Abstract

The dryland is one of the most important land ecosystems on the planet, and its changes are closely bound up with one-third of the world’s population. Investigating dryland climate change during the Last Interglacial (LIG; ∼127 ka ago) can advance our knowledge of dryland climate behaviors in an orbitally-induced warmer-than-present scenario. Based on the multiple model outputs from the Paleoclimate Modelling Intercomparison Project Phase 4, we suggest that the dryland areas during the LIG are 37% wetter than that during the preindustrial period as measured by the aridity index (AI), and 37% of the preindustrial drylands correspondingly convert to wetter subtypes.
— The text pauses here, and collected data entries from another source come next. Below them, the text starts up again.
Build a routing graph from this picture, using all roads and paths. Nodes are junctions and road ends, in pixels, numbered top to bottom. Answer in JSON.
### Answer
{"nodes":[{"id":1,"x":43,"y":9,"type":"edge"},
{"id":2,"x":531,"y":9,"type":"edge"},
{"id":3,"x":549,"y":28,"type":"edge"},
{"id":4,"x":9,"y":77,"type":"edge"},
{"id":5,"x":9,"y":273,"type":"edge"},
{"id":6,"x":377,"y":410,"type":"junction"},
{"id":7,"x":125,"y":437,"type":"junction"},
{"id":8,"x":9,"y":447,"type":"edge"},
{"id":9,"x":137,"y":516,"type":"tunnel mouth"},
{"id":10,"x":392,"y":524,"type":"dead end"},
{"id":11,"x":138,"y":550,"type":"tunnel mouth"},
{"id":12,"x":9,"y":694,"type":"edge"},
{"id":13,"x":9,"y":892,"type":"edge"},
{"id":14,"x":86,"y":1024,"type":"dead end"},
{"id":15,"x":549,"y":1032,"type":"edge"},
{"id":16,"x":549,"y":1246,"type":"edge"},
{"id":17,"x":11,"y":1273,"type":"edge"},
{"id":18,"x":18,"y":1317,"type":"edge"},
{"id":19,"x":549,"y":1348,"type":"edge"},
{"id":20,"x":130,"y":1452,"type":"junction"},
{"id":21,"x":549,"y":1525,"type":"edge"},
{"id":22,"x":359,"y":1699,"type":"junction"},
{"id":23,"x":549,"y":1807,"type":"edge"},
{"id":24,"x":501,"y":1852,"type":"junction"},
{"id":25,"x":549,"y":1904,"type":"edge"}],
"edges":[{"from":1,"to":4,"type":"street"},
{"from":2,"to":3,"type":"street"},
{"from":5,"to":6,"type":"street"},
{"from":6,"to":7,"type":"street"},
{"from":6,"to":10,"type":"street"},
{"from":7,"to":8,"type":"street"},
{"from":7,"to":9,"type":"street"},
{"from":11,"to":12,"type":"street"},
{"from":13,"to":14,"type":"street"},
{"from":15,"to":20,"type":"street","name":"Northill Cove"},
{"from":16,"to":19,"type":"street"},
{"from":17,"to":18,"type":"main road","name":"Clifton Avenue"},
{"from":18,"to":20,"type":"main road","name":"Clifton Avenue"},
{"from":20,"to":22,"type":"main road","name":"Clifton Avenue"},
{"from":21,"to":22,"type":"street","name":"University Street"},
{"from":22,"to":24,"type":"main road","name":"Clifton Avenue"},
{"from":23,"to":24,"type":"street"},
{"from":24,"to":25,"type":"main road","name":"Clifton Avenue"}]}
Spatially, there are hemispheric differences with drylands wetting and contracting in the Northern Hemisphere but desiccating and expanding in the Southern Hemisphere. Further diagnosis indicates that the altered precipitation is the dominant contributor to more than 72% of the AI changes, and the precipitation change is mainly attributed to the orbitally-induced redistribution of incoming insolation and heat. The secondary factor is the relative humidity change, exaggerating the AI changes in the same direction as the precipitation does. The simulation agrees reasonably with reconstructions for most regions, except Australia and southern Africa. The simulated changes in dryland aridity and the mechanism differ from that in future warming scenarios, so we claim that the LIG as a potential analogue for a warmer future does not fully hold for the dryland climate.